There are many different causes related to the changes of credit activities and thus, it is
hard to identify the impacts of capital requirements on these changes if the assessment just
relies on aggregate data only. Obviously, banks decrease the level of lending when facing
poor macroeconomic performance and thus, it will affect the level of bank capital.
Nevertheless, this is partially due to decreasing investment activities or profitable lending
chances, resulting in the drop of overall credit demand. Our study aims to clarify to what
extent banking sector decides to shift the loans supple as a measure to address such
increasing regulatory pressure on capital sufficiency.
Contraction credit supply in the 1990s as well as the time of 2008-2009 can be explained
by the “bank capital channel” in transmitting financial shock into real economy. It is because
there is no excess capital among banks and thus, sustaining the supply of credit during and
after the financial shocks faces many difficulties such as tighter capital regulations or
monetary policies, or the declines in the value of assets. Moreover, such an imperfect market
for bank equity does not exist, and thus, raising new capital costs banks much or credit
supply of banks may be affected by financial structure of banks Van den Heuvel, 2004).
Therefore, it is essential for banks for find out the optimal measures. For instance, raising the
regulatory capital standards can be done among banks with a view to reducing the growth in
the highly risk-weighted assets through the increase of lending rate, the requirement of high
collaterals, or the limit of credits at current rates.
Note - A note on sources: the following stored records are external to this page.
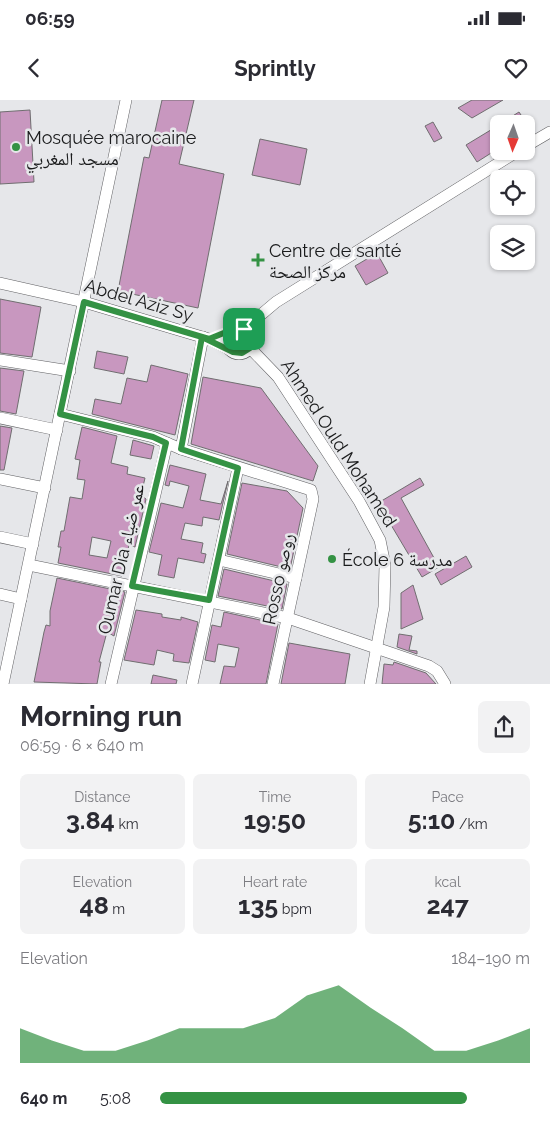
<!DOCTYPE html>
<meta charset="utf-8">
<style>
:root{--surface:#fff;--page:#f2f2f3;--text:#2b2b33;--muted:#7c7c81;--accent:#349244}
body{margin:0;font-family:Raleway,"Noto Naskh Arabic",sans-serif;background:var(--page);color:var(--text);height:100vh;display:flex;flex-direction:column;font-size:19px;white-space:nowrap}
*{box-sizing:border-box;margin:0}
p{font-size:16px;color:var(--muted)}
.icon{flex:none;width:28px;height:28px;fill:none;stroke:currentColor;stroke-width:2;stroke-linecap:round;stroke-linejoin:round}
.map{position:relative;height:584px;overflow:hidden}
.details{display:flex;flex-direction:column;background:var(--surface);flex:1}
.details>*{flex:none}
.needle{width:32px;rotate:182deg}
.fabs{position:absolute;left:490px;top:15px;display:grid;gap:10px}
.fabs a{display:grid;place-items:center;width:45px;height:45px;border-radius:8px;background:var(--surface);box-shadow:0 1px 4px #0004;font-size:25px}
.pin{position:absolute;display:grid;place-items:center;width:42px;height:42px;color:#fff;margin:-21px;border-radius:10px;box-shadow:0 2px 8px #0006}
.round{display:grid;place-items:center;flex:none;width:52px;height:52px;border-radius:8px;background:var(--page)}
.head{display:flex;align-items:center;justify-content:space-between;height:85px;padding:0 20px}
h1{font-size:28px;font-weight:700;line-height:38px}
.figures{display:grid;grid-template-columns:repeat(3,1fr);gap:8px;height:85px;padding:5px 20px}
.figures div{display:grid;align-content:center;border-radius:8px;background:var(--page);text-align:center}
.figures b{font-size:25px;font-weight:700}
.figures small{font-size:14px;font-weight:400}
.figures p{font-size:14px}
.chart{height:140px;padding:10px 20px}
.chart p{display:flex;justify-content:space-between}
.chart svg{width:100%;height:90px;margin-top:5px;fill:var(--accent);opacity:.7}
ul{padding:0 20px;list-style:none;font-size:16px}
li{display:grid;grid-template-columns:80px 60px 1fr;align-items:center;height:38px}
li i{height:12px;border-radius:6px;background:var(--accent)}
.status{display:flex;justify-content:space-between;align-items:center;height:35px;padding:0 25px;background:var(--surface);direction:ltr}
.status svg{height:14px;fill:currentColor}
header{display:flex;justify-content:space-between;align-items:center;height:65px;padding:0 20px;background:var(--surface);font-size:22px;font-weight:700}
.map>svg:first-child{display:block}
.building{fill:#c897bf;stroke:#706e70;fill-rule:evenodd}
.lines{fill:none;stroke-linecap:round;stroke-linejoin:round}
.minor-casing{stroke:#616164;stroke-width:12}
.minor{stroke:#fff;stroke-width:11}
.route-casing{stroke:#fff;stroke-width:10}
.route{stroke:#349244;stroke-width:6}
.poi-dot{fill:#349244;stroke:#e6e7ea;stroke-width:2}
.labels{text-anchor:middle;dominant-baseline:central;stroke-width:5;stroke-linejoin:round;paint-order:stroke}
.poi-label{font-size:18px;fill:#1a1b1c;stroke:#e6e7ea;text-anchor:start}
.street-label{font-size:18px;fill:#1a1b1c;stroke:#e6e7ea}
</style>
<div class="status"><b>06:59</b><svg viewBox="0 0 49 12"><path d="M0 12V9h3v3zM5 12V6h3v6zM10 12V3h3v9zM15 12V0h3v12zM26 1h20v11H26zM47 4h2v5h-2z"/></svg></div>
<header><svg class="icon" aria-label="back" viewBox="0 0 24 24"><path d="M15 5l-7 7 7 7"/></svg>Sprintly<svg class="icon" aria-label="heart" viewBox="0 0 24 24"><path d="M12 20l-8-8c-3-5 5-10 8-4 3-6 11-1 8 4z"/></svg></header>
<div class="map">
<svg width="550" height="584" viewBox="0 0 550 584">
<rect width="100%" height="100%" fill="#e6e7ea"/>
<!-- building -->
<g class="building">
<path d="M 162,0 L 194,0 L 179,64 L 224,74 L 198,208 L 118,191 L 144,57 L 149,58 Z"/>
<path d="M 472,0 L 503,0 L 472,18 L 458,8 Z"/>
<path d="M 30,10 L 34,82 L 0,84 L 0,12 Z"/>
<path d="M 519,12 L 527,24 L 500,24 Z"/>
<path d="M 433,22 L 442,38 L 434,42 L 425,26 Z"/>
<path d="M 499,25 L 499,48 L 477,62 L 466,45 Z"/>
<path d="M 260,39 L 307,49 L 300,85 L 252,75 Z"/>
<path d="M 377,153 L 388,173 L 366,185 L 355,166 Z"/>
<path d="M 0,199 L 41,207 L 32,257 L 0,253 Z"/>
<path d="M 97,251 L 128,257 L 124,274 L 94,268 Z"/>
<path d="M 151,265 L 188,274 L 175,335 L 92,314 L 95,299 L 121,304 L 127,278 L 147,282 Z"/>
<path d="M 0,268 L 24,271 L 16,314 L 0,311 Z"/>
<path d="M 203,277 L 261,288 L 318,366 L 313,381 L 191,344 Z"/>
<path d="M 0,326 L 12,328 L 4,370 L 0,370 Z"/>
<path d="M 82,327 L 117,336 L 111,363 L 128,367 L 127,374 L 145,378 L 141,395 L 146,399 L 135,447 L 129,445 L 122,476 L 58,463 L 61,447 L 58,447 L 61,431 L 64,431 L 70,397 L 82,399 L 85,380 L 77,379 L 80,360 L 75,359 ZM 92,437 L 111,441 L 107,458 L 89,455 Z"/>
<path d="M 133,340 L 154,346 L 151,359 L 130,355 Z"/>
<path d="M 170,365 L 206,374 L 200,400 L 221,404 L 228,381 L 219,420 L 203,417 L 202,426 L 185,423 L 181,439 L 203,443 L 201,453 L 206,454 L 204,463 L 178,458 L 174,478 L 158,475 L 162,455 L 149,452 L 161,403 L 183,408 L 189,386 L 170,381 L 169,386 L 165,385 Z"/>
<path d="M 420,378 L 424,385 L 401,398 L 439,467 L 422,477 L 378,403 Z"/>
<path d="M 242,383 L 287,391 L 303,408 L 290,469 L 227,454 Z"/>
<path d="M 466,456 L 472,467 L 441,485 L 435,474 Z"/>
<path d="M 224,469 L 287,484 L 282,509 L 218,496 Z"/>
<path d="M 57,478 L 125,492 L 114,536 L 107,532 L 99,562 L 101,562 L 97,584 L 34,582 L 44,532 L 46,525 L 50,526 L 50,511 Z"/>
<path d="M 413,485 L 423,519 L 401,529 L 401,493 Z"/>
<path d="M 136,510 L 162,514 L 162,517 L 181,520 L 181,517 L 198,522 L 189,563 L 173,561 L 174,554 L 157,550 L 154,565 L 124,560 Z"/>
<path d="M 224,512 L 278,524 L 266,584 L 220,584 L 224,566 L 235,567 L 239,548 L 218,544 L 215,562 L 205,560 L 212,525 L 221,527 Z"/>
<path d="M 399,534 L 412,536 L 409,550 L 417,551 L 417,554 L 397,547 Z"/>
<path d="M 289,543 L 350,554 L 345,584 L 281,584 Z"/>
<path d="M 394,562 L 426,573 L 436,584 L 382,584 L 384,564 L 393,565 Z"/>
<path d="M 153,575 L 177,580 L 176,584 L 151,584 Z"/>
</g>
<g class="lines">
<!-- minor casing -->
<g class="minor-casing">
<g id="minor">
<path d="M 526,46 L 550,32"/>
<path d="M 0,183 L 84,202 L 209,239 L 229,249"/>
<circle cx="239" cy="241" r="13"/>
<path d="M 244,229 L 276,202 L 518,51"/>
<path d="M 250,248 L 278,277 L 359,401 L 380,440 L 385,465 L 384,507 L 370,584"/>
<path d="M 0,260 L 70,271"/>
<path d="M 60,314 L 153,337 L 181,349 L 311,390 L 313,399 L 273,584"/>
<path d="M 0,318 L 57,330"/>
<path d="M 181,349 L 203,237"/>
<path d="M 0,379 L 45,388"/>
<path d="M 0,437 L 33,444"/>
<path d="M 219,460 L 296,478"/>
<path d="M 29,465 L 288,518 L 429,566 L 437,571 L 445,584"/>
<path d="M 0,494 L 21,499"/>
<path d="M 3,584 L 126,0"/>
<path d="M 111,584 L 167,343"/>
<path d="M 192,584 L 238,368"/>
</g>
</g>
<!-- minor -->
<use href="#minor" class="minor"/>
</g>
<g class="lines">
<!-- route casing -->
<g class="route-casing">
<path id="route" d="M 244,229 L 236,228 L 209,239 L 84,202 L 60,314 L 153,337 L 166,343 L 132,486 L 209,500 L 238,368 L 181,349 L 202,237 L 233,252 L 242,253 L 250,248 L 252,239 L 244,229"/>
</g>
<!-- route -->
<use href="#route" class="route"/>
</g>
<!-- markers -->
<g class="poi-dot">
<circle cx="16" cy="47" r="5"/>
<path d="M255.5 152.5h5v5h5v5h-5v5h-5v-5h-5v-5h5z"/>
<circle cx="332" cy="459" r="5"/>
</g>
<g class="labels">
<!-- poi labels -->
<g class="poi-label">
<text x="26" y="37">Mosquée marocaine<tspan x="26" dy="21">مسجد المغربي</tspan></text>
<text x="269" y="150">Centre de santé<tspan x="269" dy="21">مركز الصحة</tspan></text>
<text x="342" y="459">École 6 مدرسة</text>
</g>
<!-- street labels -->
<g class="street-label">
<text transform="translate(139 200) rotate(16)">Abdel Aziz Sy</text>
<text transform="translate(339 343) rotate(57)">Ahmed Ould Mohamed</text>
<text transform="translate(121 459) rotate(-77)">Oumar Dia عمر ضياء</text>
<text transform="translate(278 479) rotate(-78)">Rosso روصو</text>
</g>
</g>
</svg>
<div class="fabs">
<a><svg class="needle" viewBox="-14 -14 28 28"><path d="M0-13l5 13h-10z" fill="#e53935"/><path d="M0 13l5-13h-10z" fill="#7c7c81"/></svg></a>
<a><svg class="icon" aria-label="locate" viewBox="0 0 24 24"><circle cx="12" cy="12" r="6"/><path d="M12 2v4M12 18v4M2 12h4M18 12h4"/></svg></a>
<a><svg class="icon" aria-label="layers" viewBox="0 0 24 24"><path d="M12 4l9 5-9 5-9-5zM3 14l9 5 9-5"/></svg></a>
</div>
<div class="pin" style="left:244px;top:229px;background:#1e9e55"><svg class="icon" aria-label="arrive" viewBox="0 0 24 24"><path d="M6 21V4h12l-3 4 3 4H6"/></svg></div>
</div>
<section class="details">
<div class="head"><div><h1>Morning run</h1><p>06:59 · 6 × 640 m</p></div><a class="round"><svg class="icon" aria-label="share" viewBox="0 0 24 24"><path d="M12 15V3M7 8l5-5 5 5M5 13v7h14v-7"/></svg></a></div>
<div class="figures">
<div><p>Distance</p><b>3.84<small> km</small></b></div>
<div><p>Time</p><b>19:50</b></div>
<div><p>Pace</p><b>5:10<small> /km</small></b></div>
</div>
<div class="figures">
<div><p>Elevation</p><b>48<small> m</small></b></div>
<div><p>Heart rate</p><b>135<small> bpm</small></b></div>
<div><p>kcal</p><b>247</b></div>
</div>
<div class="chart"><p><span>Elevation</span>184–190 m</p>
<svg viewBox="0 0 160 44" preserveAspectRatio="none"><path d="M0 44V27L10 33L20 38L30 38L40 33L50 27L60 27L70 27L80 22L90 11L100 6L110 17L120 27L130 38L140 38L150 33L160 27V44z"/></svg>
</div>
<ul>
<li><b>640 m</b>5:08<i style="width:83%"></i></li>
</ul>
</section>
Those responses can possibly change
macroeconomic results when both businesses and consumers have high dependence on the
credits of banking sector.
1.2 Research motivation and objectives
Credit risk is considered as one of the basic risks that banks or financial intermediaries
often have to deal with (Altman and Saunders, 1997; Duffie and Singleton, 2003).
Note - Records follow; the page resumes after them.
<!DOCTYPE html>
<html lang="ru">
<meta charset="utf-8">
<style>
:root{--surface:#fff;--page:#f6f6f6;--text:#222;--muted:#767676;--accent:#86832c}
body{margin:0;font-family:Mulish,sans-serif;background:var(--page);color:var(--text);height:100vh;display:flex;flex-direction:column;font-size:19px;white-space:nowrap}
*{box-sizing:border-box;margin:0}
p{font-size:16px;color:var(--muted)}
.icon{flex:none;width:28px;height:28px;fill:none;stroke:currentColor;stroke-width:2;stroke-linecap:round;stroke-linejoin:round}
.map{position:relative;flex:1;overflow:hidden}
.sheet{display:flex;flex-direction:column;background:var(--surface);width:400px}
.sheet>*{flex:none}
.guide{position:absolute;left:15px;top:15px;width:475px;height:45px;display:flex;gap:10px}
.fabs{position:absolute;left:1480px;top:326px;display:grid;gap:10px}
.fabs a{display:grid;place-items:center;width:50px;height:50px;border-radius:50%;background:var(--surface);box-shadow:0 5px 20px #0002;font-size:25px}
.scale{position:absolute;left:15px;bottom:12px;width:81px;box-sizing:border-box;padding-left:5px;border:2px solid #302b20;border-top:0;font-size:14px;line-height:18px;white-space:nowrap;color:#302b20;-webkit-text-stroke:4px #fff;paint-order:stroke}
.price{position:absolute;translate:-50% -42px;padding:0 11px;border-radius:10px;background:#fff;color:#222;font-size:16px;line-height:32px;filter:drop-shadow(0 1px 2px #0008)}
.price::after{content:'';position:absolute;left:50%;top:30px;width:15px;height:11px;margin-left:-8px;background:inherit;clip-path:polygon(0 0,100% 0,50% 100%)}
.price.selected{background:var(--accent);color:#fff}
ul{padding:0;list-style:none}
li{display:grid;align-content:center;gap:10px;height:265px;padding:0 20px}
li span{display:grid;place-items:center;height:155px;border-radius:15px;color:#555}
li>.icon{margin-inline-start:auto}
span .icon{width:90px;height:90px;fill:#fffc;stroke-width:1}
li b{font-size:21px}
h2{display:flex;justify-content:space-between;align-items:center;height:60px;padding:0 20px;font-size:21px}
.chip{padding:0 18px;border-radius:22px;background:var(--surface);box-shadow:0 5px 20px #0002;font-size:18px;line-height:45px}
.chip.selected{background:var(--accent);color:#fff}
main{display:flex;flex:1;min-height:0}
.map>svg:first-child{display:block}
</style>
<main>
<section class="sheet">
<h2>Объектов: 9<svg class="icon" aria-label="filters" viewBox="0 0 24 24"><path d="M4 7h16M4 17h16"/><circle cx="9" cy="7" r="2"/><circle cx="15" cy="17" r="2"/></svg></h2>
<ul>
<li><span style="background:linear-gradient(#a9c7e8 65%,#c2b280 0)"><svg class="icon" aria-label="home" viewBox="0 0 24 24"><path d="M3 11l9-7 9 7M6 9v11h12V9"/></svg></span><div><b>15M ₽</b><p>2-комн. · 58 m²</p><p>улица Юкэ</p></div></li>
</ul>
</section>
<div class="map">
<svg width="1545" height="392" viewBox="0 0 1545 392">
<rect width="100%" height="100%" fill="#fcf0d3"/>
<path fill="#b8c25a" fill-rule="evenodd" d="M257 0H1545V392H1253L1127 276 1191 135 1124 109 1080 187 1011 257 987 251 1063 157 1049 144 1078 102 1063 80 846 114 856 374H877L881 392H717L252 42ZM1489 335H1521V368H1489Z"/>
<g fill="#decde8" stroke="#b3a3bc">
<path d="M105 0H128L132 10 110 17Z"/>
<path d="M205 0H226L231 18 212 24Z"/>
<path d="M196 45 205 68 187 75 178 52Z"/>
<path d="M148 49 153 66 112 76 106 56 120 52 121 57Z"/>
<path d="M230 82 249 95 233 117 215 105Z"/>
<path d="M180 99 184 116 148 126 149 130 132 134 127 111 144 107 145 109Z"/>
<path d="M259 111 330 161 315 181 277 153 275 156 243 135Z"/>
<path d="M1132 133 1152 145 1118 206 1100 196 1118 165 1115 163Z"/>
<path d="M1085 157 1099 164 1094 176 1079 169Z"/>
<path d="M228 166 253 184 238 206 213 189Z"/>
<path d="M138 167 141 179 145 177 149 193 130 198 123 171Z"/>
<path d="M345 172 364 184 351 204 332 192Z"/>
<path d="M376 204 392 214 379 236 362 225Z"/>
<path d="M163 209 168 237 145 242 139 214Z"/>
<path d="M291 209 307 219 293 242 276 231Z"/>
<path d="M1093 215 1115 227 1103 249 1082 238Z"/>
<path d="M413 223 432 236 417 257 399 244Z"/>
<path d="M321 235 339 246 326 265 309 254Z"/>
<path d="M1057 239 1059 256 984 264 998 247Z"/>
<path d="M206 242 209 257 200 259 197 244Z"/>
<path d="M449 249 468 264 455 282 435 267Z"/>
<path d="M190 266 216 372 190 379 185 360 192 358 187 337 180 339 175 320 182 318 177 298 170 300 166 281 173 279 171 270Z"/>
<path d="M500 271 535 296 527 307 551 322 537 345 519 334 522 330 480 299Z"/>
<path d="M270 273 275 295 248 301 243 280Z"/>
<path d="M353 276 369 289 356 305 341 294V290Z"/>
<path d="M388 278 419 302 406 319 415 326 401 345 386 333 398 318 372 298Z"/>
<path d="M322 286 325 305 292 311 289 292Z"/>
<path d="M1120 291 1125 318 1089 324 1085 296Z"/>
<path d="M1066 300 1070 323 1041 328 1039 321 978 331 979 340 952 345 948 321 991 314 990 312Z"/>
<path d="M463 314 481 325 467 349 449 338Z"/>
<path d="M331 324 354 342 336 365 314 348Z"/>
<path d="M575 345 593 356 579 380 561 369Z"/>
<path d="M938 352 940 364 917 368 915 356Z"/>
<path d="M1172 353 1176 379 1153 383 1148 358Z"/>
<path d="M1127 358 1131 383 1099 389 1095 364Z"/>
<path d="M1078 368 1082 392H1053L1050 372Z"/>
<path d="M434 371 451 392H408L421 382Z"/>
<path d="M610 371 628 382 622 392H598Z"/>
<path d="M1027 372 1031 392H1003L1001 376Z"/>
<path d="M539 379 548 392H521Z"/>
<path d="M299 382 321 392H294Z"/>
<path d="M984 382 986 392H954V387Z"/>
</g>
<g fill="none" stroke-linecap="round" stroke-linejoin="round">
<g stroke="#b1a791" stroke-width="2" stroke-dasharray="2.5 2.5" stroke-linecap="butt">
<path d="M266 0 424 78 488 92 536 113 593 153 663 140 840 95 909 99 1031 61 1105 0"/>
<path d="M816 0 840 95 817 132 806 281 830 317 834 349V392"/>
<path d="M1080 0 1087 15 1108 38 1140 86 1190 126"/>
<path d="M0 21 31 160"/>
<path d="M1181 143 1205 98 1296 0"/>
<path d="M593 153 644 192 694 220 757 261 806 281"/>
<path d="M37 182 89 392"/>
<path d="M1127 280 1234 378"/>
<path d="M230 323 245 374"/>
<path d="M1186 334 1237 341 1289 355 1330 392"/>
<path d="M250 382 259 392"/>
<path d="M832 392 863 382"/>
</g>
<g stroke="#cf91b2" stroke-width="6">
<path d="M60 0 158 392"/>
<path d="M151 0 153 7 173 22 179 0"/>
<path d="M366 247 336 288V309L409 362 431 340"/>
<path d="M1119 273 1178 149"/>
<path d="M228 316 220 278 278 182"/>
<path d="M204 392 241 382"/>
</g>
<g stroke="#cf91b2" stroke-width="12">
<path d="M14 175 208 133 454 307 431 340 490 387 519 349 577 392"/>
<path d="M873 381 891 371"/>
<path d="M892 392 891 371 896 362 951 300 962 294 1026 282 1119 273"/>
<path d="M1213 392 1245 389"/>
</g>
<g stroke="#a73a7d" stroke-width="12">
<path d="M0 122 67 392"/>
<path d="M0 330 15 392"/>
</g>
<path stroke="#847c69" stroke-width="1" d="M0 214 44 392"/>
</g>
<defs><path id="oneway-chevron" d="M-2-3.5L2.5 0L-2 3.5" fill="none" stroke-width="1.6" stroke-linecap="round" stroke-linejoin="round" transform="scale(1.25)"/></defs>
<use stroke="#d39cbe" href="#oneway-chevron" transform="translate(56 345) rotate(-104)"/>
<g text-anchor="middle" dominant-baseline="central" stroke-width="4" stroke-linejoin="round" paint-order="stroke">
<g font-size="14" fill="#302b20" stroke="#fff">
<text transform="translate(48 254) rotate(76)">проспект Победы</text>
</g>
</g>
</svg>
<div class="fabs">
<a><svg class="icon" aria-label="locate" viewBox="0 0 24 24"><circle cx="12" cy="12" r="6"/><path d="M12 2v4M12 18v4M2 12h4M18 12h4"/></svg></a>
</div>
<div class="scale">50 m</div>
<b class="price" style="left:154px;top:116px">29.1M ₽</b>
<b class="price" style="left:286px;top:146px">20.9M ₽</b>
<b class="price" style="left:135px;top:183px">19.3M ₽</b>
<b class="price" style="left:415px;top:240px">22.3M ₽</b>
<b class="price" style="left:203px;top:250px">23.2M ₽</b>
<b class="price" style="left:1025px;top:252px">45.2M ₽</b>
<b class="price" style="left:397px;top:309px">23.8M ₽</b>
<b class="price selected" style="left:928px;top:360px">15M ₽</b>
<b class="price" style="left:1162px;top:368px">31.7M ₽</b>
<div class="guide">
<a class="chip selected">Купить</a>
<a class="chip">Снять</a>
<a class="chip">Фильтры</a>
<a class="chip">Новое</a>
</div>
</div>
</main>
According to Podobnik et al. (2010), due to the fact that credit risk may force banks into
bankruptcy, the management and control of this risk has become the most predominant
challenge to run the banks. Credit risk management aims at achieving maximum risk-
adjusted rate of return based on the identification of credit risk in banking transactions and
portfolios and the control of credit risk exposure at a reasonable level. Efficient and
effective credit risk management is very important for such a comprehensive access to risk
control as well as long-term development and success of banks (Bessis, 2011). Till now,
there are some studies which have made contributions to the literature of credit risk
management in banking system, including the study of Caprio (1998); Pastor (2002);
Maccario et al. (2004); Minton et al. (2005); Bernanke (2006); Godbillon-Camus and
Godlewski (2006); Weber et al. (2008); Pesta (2010). Nevertheless, most studies focus on
such aspects of bank credit risk management as provisioning, the use of credit derivatives,
or the measurement of credit risk, but not on the whole picture. Added to this, all studies
are related to banks’ performance in the United States; meanwhile, the performance of
banks in the UK is not well focused. Accordingly, this thesis chooses to make an emphasis
on credit risk management in British banks and there will be a whole review about
management techniques and practices.
1.3 Research structure
Credit risk management plays an important role in the optimization of financial
institutions’ performance. In recognition of this significant role, the thesis will focus on the
understanding about credit risk management system in a CB in the UK – one of developed
economies and propose one model for further testing. The structure of this study contains
four main sections: first section with the literature on the research issue; second section with
the representation of the issue and methodology; third section with the discussion about the
study results; forth section with the conclusion and the implications of the results.